Data provided:
□ □ □ □ □ □ □

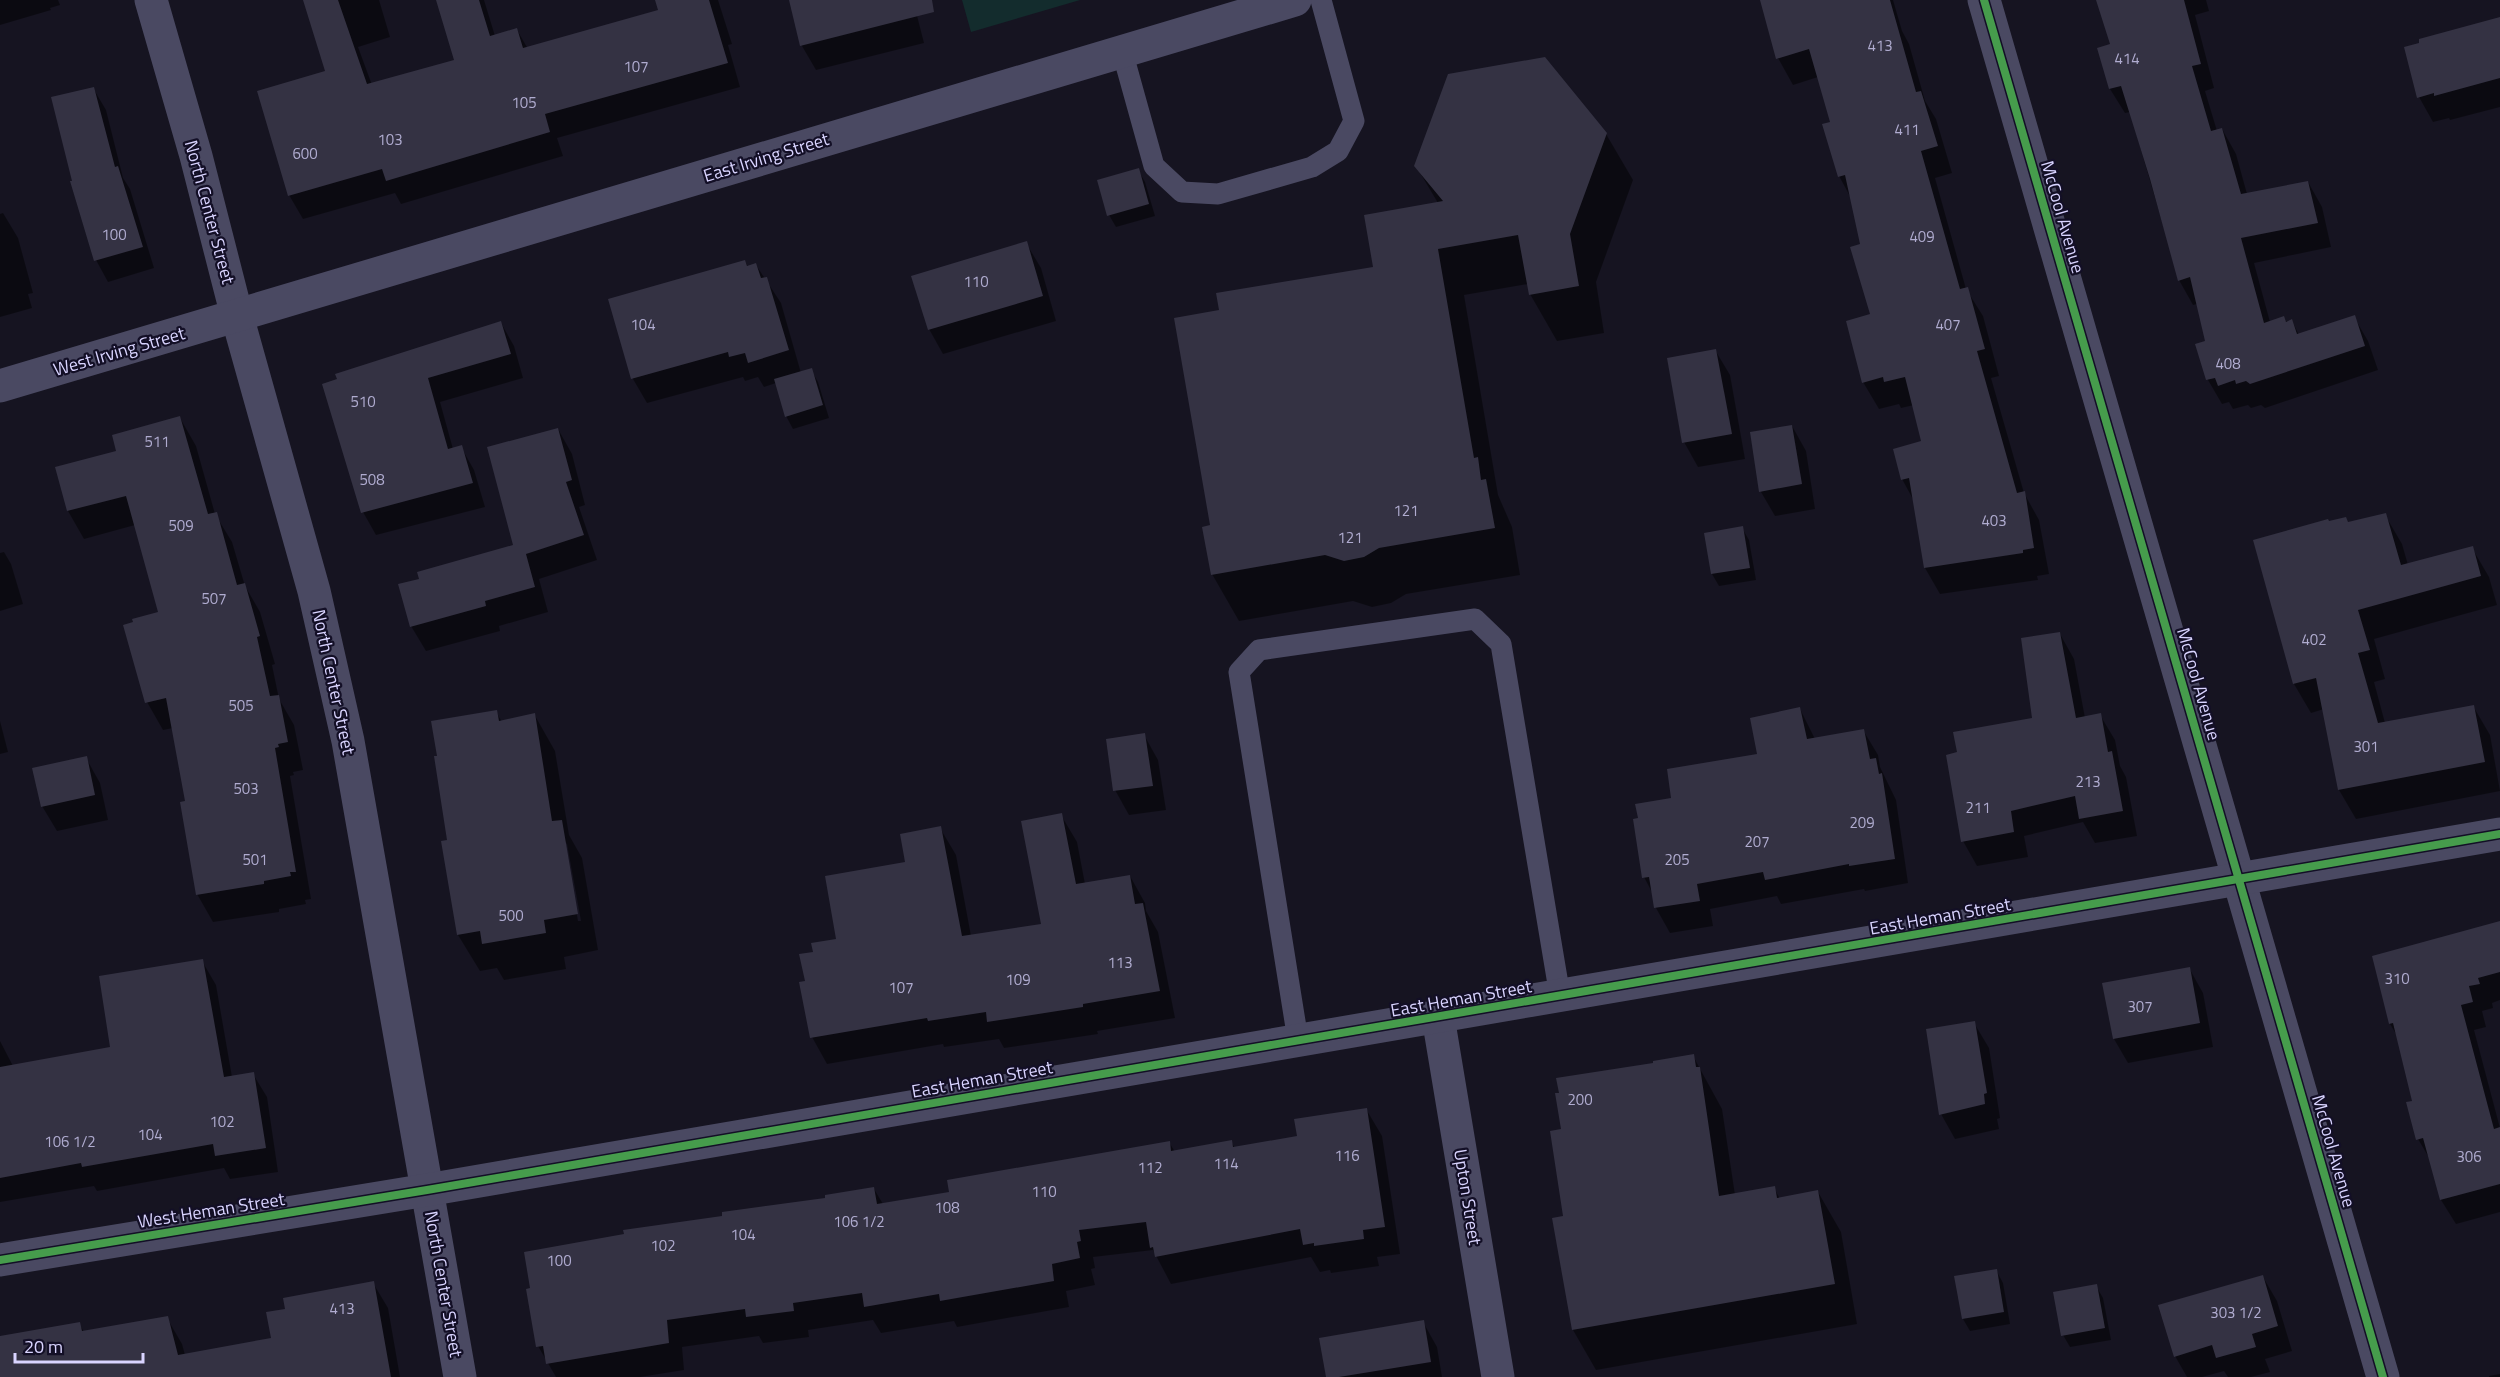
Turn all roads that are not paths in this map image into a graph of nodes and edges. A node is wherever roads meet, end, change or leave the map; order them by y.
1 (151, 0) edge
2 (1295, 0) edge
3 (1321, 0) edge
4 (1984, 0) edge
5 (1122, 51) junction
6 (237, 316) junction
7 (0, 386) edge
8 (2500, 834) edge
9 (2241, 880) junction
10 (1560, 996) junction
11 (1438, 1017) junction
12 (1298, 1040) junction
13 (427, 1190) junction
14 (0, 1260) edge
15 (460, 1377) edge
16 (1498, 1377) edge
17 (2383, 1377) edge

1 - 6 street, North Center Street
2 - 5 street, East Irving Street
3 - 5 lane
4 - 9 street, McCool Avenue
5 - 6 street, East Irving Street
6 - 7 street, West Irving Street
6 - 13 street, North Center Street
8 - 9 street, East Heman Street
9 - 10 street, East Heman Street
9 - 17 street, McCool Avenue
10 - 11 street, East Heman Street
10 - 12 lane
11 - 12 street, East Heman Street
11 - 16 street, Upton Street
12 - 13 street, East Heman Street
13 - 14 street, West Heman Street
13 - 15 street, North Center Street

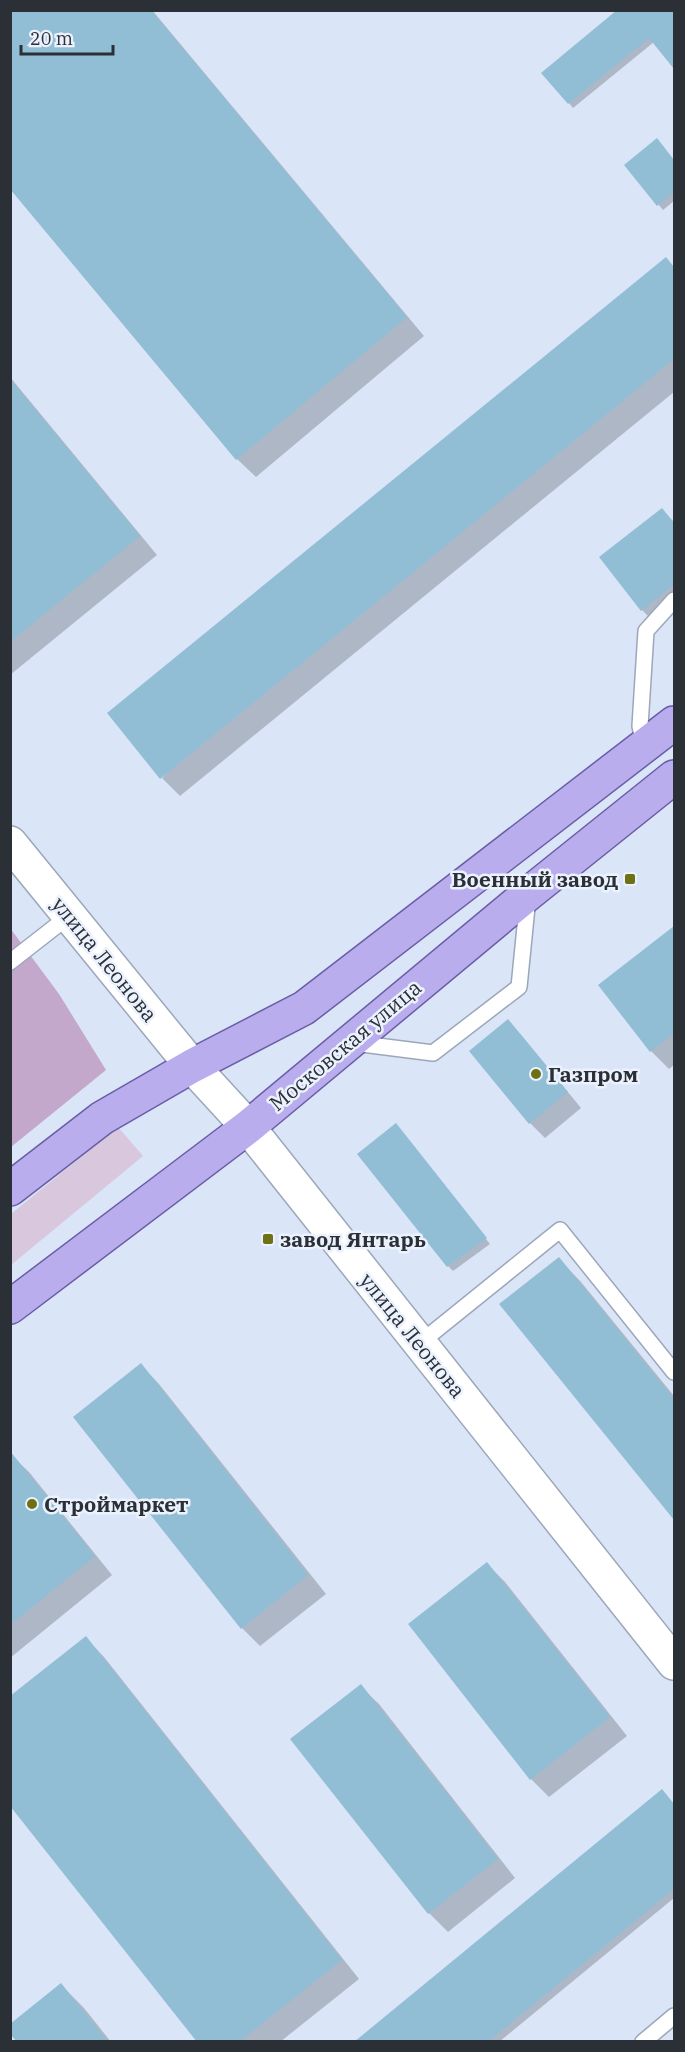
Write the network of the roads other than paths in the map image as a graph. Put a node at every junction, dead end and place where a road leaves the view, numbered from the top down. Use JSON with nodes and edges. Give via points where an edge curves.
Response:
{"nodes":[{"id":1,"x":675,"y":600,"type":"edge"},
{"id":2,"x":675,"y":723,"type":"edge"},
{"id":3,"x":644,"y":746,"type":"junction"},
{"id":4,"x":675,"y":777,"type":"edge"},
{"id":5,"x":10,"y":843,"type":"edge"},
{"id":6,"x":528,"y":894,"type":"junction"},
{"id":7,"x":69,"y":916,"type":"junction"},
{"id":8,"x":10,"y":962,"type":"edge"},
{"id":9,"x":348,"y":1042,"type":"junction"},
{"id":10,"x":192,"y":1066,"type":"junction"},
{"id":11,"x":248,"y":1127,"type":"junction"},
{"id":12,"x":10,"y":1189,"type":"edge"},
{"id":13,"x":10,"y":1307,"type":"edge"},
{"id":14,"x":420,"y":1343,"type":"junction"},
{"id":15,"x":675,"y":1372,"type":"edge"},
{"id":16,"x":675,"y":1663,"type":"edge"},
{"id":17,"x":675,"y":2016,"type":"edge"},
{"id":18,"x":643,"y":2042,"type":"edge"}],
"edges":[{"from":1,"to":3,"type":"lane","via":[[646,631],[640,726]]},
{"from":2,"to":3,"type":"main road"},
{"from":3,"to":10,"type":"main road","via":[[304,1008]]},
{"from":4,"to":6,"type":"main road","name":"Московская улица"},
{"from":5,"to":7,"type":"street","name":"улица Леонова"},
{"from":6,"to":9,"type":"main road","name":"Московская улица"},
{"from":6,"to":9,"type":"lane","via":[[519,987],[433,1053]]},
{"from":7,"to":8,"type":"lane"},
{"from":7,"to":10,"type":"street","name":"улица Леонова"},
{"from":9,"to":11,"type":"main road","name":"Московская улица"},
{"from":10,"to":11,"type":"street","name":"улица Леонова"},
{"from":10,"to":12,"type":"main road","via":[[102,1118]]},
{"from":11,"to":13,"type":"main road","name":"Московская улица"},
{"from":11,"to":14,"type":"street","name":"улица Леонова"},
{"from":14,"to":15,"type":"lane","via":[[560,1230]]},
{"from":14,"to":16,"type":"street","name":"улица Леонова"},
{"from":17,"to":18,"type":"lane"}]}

□ □ □ □ □ □ □

What you need to do: Where does the string "main" occur in the data above? Copy every line that holds it.

Task solution:
{"from":2,"to":3,"type":"main road"},
{"from":3,"to":10,"type":"main road","via":[[304,1008]]},
{"from":4,"to":6,"type":"main road","name":"Московская улица"},
{"from":6,"to":9,"type":"main road","name":"Московская улица"},
{"from":9,"to":11,"type":"main road","name":"Московская улица"},
{"from":10,"to":12,"type":"main road","via":[[102,1118]]},
{"from":11,"to":13,"type":"main road","name":"Московская улица"},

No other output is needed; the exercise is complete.